In early August, the annual music festival, Music Midtown, announced its cancellation, allegedly due to Georgia’s Safe Carry Protection Act. The festival was set to welcome big-name artists such as Jack White, My Chemical Romance, Fall Out Boy, and Future, along with about 25 other artists that were set to take the stage on September 17 and 18, 2022. The cancellation sparked controversy in the media as well as a distaste for the legislation. The cancellation of an event that draws in over 300,000 attendees and 50 million dollars in revenue to Georgia has served as evidence of the ambiguity of Georgia’s gun legislation.

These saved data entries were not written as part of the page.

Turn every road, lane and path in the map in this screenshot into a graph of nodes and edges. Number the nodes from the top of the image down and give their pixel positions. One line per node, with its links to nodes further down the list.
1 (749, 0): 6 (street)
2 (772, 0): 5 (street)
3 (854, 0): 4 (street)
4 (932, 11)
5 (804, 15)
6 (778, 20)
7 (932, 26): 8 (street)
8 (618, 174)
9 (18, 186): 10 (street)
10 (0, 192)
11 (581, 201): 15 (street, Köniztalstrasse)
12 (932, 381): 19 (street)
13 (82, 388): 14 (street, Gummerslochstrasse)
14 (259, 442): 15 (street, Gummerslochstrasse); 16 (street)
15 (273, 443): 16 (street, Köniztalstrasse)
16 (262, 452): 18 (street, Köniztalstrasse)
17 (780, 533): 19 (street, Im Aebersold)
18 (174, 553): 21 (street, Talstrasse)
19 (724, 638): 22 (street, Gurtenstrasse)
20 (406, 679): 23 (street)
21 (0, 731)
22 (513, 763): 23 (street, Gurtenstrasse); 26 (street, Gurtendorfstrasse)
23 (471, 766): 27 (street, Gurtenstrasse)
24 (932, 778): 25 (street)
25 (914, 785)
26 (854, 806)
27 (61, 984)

The right of citizens to own firearms has been a predominantly gray area since the formation of the United States, dating back to the second amendment which reads, “A well-regulated Militia, being necessary to the security of a free State, the right of the people to keep and bear Arms, shall not be infringed.” This language has a broad interpretation. The Supreme Court, as well as the United States population, has gone back and forth on how to interpret this amendment. The two major interpretations of the Second Amendment are 1: that it pertains to the right of individuals to keep and bear arms and 2: that it relates to the states and their right to have a militia. The first interpretation is primarily in use and is also the interpretation that led to the cancellation of Music Midtown.
The legislation that allegedly led to the cancellation of Music Midtown was the Safe Carry Protection Act, also referred to as the “Guns Everywhere Act,” signed by former Governor Nathan Deal in April 2014. This could raise questions about why Music Midtown declared its cancellation eight years later. In pursuit of finding out why, I approached U.S. District Court Judge Leigh Martin May. She led me toward a Georgia Supreme Court Case dating to 2019. In GeorgiaCarry.org, Inc. et al. v. Atlanta Botanical Gardens, Inc., the Atlanta Botanical Garden sought to ban firearms on leased land from the city of Atlanta where the jurisdiction of the Safe Carry Protection Act extends. In response, a visitor to the gardens, Phillip Evans, filed a lawsuit with the Superior Court of Fulton County. He had a valid carry license and claimed that on Georgia property, he should have the right to carry a firearm. The case progressed through the courts and landed on the desk of the Georgia Supreme Court. This has been an eight-year battle, as Evans originally filed the lawsuit in 2014. In September 2022, the courts officially ruled that the garden was permitted to ban firearms on the premises.
The primary issue at hand is that Piedmont Park is not private property. It is public property leased to a private organization, and because of this Music Midtown is unable to ban guns justifiably. Disregarding the safety concerns that arise from firearms being permitted at a festival that admits over 300,000 guests, many artists state in their contracts that in order for them to perform, firearms must be barred from the premises. Generating 50 million dollars in revenue for Georgia, the Music Midtown Festival is not something that will be released lightly. The festival organizers must decide on the future of Music Midtown. It is likely that the organizers will seek a private venue in order to enforce a policy that would bar firearms or it is also possible of a special carve out in the legislation for large-scale music festivals.